A judgment admitting a will to probate cannot be attacked collaterally although the will
was forged; and a payment to the executor named therein of a debt due the decedent will
discharge the same, notwithstanding the spurious character of the instrument probated. It
has also been held that, upon an indictment for forging a will, the probate of the paper in
question is conclusive evidence in the defendants favor of its genuine character. But this
particular point has lately been ruled otherwise.

It was the case of Rex vs. Buttery, supra, which induced the Supreme Court of Massachussetts in
the case of Waters vs. Stickney (12 Allen 1; 90 Am. Dec., 122) also cited by the majority
opinion, to hold that "according to later and sounder decisions, the probate, though conclusive
until set aside of the disposition of the property, does not protect the forger from punishment."
This was reproduced in 28 R.C.L., p. 376, and quoted in Barry vs.

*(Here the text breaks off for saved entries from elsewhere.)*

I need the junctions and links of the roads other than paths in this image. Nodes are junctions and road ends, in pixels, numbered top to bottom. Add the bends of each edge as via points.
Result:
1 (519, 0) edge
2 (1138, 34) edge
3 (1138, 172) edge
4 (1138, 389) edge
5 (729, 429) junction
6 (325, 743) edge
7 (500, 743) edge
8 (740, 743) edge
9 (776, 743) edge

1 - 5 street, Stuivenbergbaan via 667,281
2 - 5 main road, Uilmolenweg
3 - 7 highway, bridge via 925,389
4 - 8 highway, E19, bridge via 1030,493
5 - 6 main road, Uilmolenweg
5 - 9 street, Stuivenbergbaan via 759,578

Walker (103 Fla., 533; 137
So., 711, 715), and Thompson vs. Freeman (149 So., 740, 742), also cited in support of the
majority opinion of the Court of Appeals. The dissenting opinion of the Court of Appeals in the
instant case under review makes a cursory study of the statutes obtaining in England,
Massachussetts and Florida, and comes to the conclusion that the decisions cited in the majority
opinion do not appear to "have been promulgated in the face of statutes similar to ours." The
dissenting opinion cites Whartons Criminal Evidence (11th ed., sec. 831), to show that the
probate of a will in England is only prima facie proof of the validity of the will (Op. Cit. quoting
Marriot vs. Marriot, 93 English Reprint, 770); and 21 L.R.A. (pp. 686689 and note), to show that
in Massachussetts there is no statute making the probate of a will conclusive, and that in Florida
the statute(sec. 1810, Revised Statutes) makes the probate conclusive evidence as to the validity
of the will with regard to personal, and prima facie as to real estate. The cases decided by the
Supreme Court of Florida cited by the majority opinion, supra, refer to wills of both personal and
real estate.

The petitioner cites the case of State vs. McGlynn (20 Cal., 233, decided in 1862), in which
Justice Norton of the Supreme Court of California, makes the following review of the nature of
probate proceedings in England with respect to wills personal and real property.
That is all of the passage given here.